Mr. Johnson’s championing of Brexit began as prominent support of the “Vote Leave” campaign in the 2016 EU membership referendum. Using rabble rousing rhetoric such as voting leave would mean that the referendum day could be “Britain’s independence day”, Mr. Johnson came across as a prominent voice for Britain’s exit from the EU. Later, as PM, after complications over Brexit that was being negotiated with the EU, Mr. Johnson declared that he had asked the Queen to prorogue Parliament from September 2019.
This was a tactic to narrow the window for Parliament from blocking a “no-deal Brexit”. This move was stymied by the Supreme Court, which ruled that Mr. Johnson’s advice to prorogue Parliament was unlawful.
Yet, after much confusion on the Brexit matter with the Tories unable to reach a consensus in the House of Commons for a withdrawal agreement of their liking, his strident support for the Leave position, exemplified in the Tories’ ‘Get Brexit Done’ slogan helped him and the party win a landslide parliamentary majority in the 2019 elections. The victory allowed Brexit to finally happen on January 31, 2020 with the U.K. becoming the only sovereign country to have left the EU. The exit was not without consequences for the British economy, which has endured a series of setbacks in recent years.
The Brexit agreement also included the thorny Northern Ireland protocol that tackled the question of Northern Ireland being part of the EU’s single market (and therefore to follow the EU’s product standards) by allowing for inspections and checks for products from the rest of the U.K. to be done at Northern Ireland ports instead of the border between Northern Ireland and Republic of Ireland.

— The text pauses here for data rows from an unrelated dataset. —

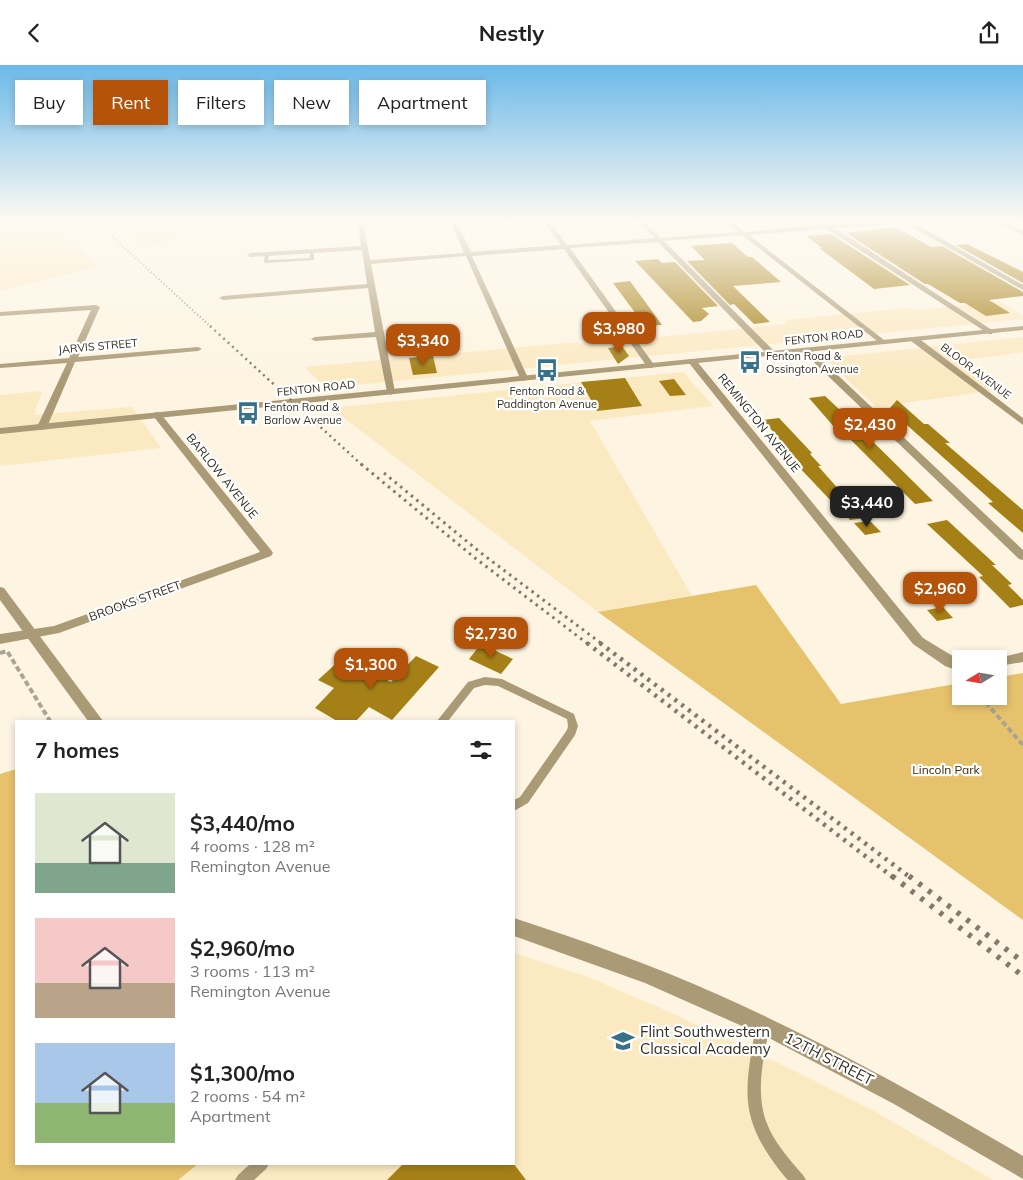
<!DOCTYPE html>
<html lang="en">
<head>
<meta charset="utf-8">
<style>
  body { margin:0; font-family:Mulish,sans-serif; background:#f2f2f2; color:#222; height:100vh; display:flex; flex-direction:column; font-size:19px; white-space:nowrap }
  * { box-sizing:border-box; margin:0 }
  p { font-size:16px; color:#767676 }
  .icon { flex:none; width:28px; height:28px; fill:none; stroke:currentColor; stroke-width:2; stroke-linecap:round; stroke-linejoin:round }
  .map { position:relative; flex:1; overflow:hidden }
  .side { position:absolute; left:15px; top:655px; width:500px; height:445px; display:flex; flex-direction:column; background:#fff; border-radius:0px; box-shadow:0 2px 8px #0003 }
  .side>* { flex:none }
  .hud { position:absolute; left:15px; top:15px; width:500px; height:45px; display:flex; gap:10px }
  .needle { width:32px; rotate:259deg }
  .buttons { position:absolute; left:952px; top:585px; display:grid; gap:10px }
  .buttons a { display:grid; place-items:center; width:55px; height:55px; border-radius:0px; background:#fff; box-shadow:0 2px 8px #0003; font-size:25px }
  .price { position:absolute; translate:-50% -42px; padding:0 11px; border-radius:10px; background:#b45309; color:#fff; font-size:16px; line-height:32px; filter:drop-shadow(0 1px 2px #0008) }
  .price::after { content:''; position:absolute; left:50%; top:30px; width:15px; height:11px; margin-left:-8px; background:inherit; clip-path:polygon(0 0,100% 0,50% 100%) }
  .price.active { background:#222; color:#fff }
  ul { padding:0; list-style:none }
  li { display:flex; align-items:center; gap:15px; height:125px; padding:0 20px }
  li span { display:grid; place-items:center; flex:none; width:140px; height:100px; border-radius:0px; color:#555 }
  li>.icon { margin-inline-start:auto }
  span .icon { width:60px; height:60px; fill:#fffc; stroke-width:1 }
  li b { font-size:21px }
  h2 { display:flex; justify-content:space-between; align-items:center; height:60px; padding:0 20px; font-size:21px }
  .tag { padding:0 18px; border-radius:0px; background:#fff; box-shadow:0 2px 8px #0003; font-size:18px; line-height:45px }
  .tag.active { background:#b45309; color:#fff }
  header { display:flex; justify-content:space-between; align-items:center; height:65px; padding:0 20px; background:#fff; font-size:22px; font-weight:700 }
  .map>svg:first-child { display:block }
</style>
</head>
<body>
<header><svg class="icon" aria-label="back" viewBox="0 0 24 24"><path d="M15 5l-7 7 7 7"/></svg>Nestly<svg class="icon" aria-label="share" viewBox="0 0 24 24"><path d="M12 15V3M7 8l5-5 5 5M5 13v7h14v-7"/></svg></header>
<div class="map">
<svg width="1023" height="1115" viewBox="0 0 1023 1115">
  <rect width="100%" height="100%" fill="#fdf5e2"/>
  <g fill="#fbe9c2">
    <path d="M 0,155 L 54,155 L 98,202 L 0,225 Z"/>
    <path d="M 116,155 L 232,155 L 146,183 Z"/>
    <path d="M 1000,236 L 1023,251 L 1023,254 L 325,323 L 305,302 L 566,278 L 602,278 L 787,259 L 785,255 L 907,243 L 921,245 Z"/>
    <path d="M 1023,272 L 1023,287 L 956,296 L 997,325 L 876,342 L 825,293 Z"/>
    <path d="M 683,307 L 713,341 L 590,356 L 692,531 L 598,547 L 331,343 Z"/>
    <path d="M 42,326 L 34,350 L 132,342 L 161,383 L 0,401 L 0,330 Z"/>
    <path d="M 514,888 L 588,912 L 665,945 L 799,1008 L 872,1045 L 993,1115 L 178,1115 L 198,1099 L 514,1099 Z"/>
  </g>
  <g fill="#e7c26c">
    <path d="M 756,520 L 841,639 L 961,618 L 961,631 L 999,631 L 999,612 L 1023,608 L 1023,855 L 598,547 Z"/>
    <path d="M 16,704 L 16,1099 L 198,1099 L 178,1115 L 0,1115 L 0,709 Z"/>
  </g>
  <g fill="#a58017">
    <path d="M 896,162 L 931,182 L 942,181 L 1023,227 L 1023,231 L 989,235 L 1010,248 L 986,251 L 965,238 L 960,238 L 928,219 L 925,219 L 846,168 Z"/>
    <path d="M 831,169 L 910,220 L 874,224 L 819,183 L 822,183 L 806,171 Z"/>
    <path d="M 732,178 L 748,192 L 752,192 L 781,217 L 733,221 L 770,257 L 754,259 L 734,239 L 730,240 L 687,196 L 705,195 L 691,181 Z"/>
    <path d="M 967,179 L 1023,207 L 1023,218 L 956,180 Z"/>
    <path d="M 658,194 L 662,198 L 675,197 L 718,241 L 702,243 L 709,249 L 701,256 L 693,257 L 635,196 Z"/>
    <path d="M 630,216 L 662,260 L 645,261 L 613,218 Z"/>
    <path d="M 622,281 L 629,291 L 618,299 L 608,283 Z"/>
    <path d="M 433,291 L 437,308 L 413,310 L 409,293 Z"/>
    <path d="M 625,313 L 642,341 L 597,346 L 581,317 Z"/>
    <path d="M 674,314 L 686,330 L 670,331 L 659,316 Z"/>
    <path d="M 825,331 L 856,360 L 933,436 L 915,439 L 849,373 L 835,363 L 809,333 Z"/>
    <path d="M 897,335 L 924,359 L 928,359 L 950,378 L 945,378 L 1023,445 L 1023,468 L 988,438 L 993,437 L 889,344 Z"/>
    <path d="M 779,353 L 812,388 L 810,389 L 821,401 L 818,401 L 849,436 L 833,438 L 796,399 L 801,399 L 763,355 Z"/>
    <path d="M 855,441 L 865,453 L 850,455 L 840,443 Z"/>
    <path d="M 947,455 L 996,500 L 992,500 L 1012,519 L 1008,520 L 1023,535 L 1023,540 L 1010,543 L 979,512 L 983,511 L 927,459 Z"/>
    <path d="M 870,456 L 881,467 L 865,470 L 854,458 Z"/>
    <path d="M 943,542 L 953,553 L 937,556 L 927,545 Z"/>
    <path d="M 481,579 L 513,594 L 501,609 L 469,594 Z"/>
    <path d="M 416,591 L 439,602 L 392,655 L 369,642 L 356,656 L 337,656 L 315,643 L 334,623 L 318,615 L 342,593 L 391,617 Z"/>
    <path d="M 403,1099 L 514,1099 L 526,1115 L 387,1115 Z"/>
  </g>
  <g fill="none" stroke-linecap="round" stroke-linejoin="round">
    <g stroke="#aba493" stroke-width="4" stroke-dasharray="5.5 3" stroke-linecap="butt">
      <path d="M 0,588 L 7,586 L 50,656"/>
      <path d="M 980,631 L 1023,680"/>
    </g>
    <g fill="#ab9a76" fill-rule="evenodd">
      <path d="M 312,185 L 314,186 L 314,195 L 266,198 L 264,197 L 265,188 L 269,189 L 268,195 L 310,193 L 310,186 Z"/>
      <path d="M 485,612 L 502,614 L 574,649 L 578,661 L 575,670 L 528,738 L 514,746 L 514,735 L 520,732 L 567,665 L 568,661 L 567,654 L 498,621 L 485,620 L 474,623 L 448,656 L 437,656 L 468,617 Z"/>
      <path d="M 763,953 L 768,955 L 770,960 C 764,991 755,1025 766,1056 C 773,1076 789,1094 803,1110 L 806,1115 L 788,1115 L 785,1112 C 738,1054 744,1029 756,960 L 758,955 Z"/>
      <path d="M 250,1099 L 269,1099 L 266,1104 L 254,1115 L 235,1115 L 238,1110 Z"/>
    </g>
    <g fill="#ab9a76" fill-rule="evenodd">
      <path d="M 357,155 L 363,155 L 370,195 L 464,188 L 450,155 L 456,155 L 471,187 L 561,180 L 543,155 L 549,155 L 567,180 L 655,173 L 637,155 L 643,155 L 661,173 L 738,167 L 723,155 L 730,155 L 744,167 L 827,159 L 923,155 L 912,157 L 1023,220 L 1023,225 L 905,158 L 835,163 L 992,265 L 992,269 L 989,269 L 827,164 L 749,170 L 884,275 L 885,277 L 881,279 L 742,170 L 664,176 L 774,286 L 774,290 L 768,290 L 658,177 L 570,183 L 655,301 L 651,303 L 648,303 L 564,184 L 472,191 L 528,313 L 524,316 L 520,313 L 466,191 L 371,199 L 395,327 L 391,330 L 387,327 L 376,272 L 315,276 L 311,274 L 315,272 L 375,267 L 368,223 L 223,235 L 219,233 L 223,231 L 367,219 L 362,185 L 250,192 L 247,190 L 250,188 L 361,181 Z"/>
      <path d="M 993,155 L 1001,155 L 1023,166 L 1023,170 Z"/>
      <path d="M 96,240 L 100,242 L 78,292 L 198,282 L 202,284 L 198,286 L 75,297 L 47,362 L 42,365 L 39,364 L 37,362 L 67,298 L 0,303 L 0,299 L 69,293 L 91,245 L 0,251 L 0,247 Z"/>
      <path d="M 911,272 L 917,272 L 1023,353 L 1023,360 L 911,276 Z"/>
      <path d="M 803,283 L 809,283 L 1023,485 L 1023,495 L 1019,494 L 803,287 Z"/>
      <path d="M 689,294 L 695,294 L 923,573 L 961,596 L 961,607 L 945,601 L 913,579 L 689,298 Z"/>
      <path d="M 157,347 L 160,348 L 271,485 L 273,488 L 271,491 L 59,568 L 0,579 L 0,569 L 54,561 L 260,487 L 154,352 L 154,348 Z"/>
      <path d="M 1023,587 L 1023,597 L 999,601 L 999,594 L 994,594 Z"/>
    </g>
    <g fill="#ab9a76" fill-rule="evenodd">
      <path d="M 1023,261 L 1023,265 L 0,369 L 0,363 Z"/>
      <path d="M 0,522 L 4,523 L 103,656 L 88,656 L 0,535 Z"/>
      <path d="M 514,853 C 584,876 652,900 719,930 C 824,977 924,1033 1023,1091 L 1023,1114 L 894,1039 L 769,973 L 645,918 L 514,871 Z"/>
    </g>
    <path stroke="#817a6b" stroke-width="2" stroke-dasharray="1 2.5" stroke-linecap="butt" d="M 94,155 L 211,262"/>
    <path stroke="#817a6b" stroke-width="2.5" stroke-dasharray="2 4" stroke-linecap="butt" d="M 210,261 L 362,400"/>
    <g stroke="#817a6b" stroke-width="3" stroke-dasharray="2.5 4.5" stroke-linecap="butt">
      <path d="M 361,399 L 475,493 L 588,579"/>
      <path d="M 384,408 L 481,488 L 602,579"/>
    </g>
    <g stroke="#817a6b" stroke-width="4.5" stroke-dasharray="3 5.5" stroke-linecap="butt">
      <path d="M 587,578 L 894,813"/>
      <path d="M 600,578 L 911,813"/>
    </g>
    <g stroke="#817a6b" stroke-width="5.5" stroke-dasharray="4 8" stroke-linecap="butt">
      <path d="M 892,811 L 1023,911"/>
      <path d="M 909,811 L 1023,897"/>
    </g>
  </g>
  <linearGradient id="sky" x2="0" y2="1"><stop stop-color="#6bb9ea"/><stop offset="0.5" stop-color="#fefaf2"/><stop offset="1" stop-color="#fefaf2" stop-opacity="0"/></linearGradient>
  <rect width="1023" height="311" fill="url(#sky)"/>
  <defs>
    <symbol id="bus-bare" viewBox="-9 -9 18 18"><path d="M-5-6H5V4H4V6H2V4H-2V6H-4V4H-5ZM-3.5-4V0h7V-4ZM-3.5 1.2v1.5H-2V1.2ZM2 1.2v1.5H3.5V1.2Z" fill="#367089" stroke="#fff" stroke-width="2.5" paint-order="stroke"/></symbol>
    <symbol id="school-bare" viewBox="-9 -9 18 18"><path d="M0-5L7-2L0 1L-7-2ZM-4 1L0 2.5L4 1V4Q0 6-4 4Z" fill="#367089" stroke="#fff" stroke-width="2.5" paint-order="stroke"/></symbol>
  </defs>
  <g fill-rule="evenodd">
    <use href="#bus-bare" x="734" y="281" width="32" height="32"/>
    <use href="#bus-bare" x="531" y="289" width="32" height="32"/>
    <use href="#bus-bare" x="232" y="332" width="32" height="32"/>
    <use href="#school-bare" x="607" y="960" width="32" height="32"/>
  </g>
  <g text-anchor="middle" stroke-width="4.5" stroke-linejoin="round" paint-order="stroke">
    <g font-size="11" fill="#332e21" stroke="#fff">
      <text transform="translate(824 272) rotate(-6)" y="4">FENTON ROAD</text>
      <text transform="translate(98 281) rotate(-5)" y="4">JARVIS STREET</text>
      <text transform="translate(976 306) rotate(37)" y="4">BLOOR AVENUE</text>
      <text transform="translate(316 323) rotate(-6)" y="4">FENTON ROAD</text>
    </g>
    <g font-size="11" fill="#332e21" stroke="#fff" text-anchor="start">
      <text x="766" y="295">Fenton Road &amp;<tspan x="766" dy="13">Ossington Avenue</tspan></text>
      <text x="547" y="330" text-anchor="middle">Fenton Road &amp;<tspan x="547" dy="13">Paddington Avenue</tspan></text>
      <text x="264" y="346">Fenton Road &amp;<tspan x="264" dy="13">Barlow Avenue</tspan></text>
    </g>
    <g font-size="12" fill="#332e21" stroke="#fff">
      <text transform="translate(759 358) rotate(51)" y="4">REMINGTON AVENUE</text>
      <text transform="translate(222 411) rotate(51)" y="4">BARLOW AVENUE</text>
      <text transform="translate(135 536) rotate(-20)" y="4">BROOKS STREET</text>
    </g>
    <g font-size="12" fill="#3a2a00" stroke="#fff">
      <text x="946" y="709">Lincoln Park</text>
    </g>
    <g font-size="15" fill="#332e21" stroke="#fff" text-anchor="start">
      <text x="640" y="972">Flint Southwestern<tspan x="640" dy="17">Classical Academy</tspan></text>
    </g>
    <g font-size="15" fill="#332e21" stroke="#fff">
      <text transform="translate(829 994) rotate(27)" y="5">12TH STREET</text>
    </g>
  </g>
</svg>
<div class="buttons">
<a><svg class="needle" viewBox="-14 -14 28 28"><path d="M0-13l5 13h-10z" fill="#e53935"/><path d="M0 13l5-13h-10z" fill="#767676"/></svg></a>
</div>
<b class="price" style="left:619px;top:289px">$3,980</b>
<b class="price" style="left:423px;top:301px">$3,340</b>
<b class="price" style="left:870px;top:385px">$2,430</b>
<b class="price active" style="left:867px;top:463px">$3,440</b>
<b class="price" style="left:940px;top:549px">$2,960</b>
<b class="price" style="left:491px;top:594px">$2,730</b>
<b class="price" style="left:371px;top:625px">$1,300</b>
<div class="hud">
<a class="tag">Buy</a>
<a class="tag active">Rent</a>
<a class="tag">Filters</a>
<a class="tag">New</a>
<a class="tag">Apartment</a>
</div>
<section class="side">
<h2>7 homes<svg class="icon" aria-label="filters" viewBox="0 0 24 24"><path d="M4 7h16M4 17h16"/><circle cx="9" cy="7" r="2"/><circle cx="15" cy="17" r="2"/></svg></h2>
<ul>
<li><span style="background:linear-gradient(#dfe7d0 70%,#7fa58c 0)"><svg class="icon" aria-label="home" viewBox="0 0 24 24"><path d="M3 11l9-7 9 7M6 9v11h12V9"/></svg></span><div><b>$3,440/mo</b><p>4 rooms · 128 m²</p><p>Remington Avenue</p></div></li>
<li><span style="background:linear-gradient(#f6c9c9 65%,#b9a48a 0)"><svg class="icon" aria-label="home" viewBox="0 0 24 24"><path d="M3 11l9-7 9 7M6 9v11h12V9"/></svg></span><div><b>$2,960/mo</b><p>3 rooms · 113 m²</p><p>Remington Avenue</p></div></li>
<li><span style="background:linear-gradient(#a9c7e8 60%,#8fb573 0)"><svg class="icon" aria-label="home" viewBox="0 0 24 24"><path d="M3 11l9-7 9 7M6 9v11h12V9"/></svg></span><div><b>$1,300/mo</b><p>2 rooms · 54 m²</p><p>Apartment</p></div></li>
</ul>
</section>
</div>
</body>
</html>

After the withdrawal of support for the Tory-led government by the loyalist Democratic Unionist Party in Northern Ireland and following its historic defeat and the rise of the republican Sinn Fein there, Mr. Johnson now proposes to override the protocol, which he himself negotiated with the EU, in new legislation that is reported to be due for publication next week, according to The Guardian. Clearly, Mr. Johnson is seeking to revive his sagging fortunes following much disenchantment — both within the Tories and among the general electorate — with his governance record and trying to use the “Brexit” trump card yet again.
His ploy to play up support for Euro-scepticism is also ironically coming at a time when Britain has taken a strident position on the Russian invasion of Ukraine seeking to rally other countries in Europe to isolate Russia. Such contrary positions are not new to Mr. Johnson and his brand of politics. His attempt to “reset” his leadership following the trust vote victory seems yet another desperate ploy to recast his flagging image but it remains to be seen whether he can buck the trend of previous Tory PMs who faded into oblivion after such narrow victories in their own party’s trust votes.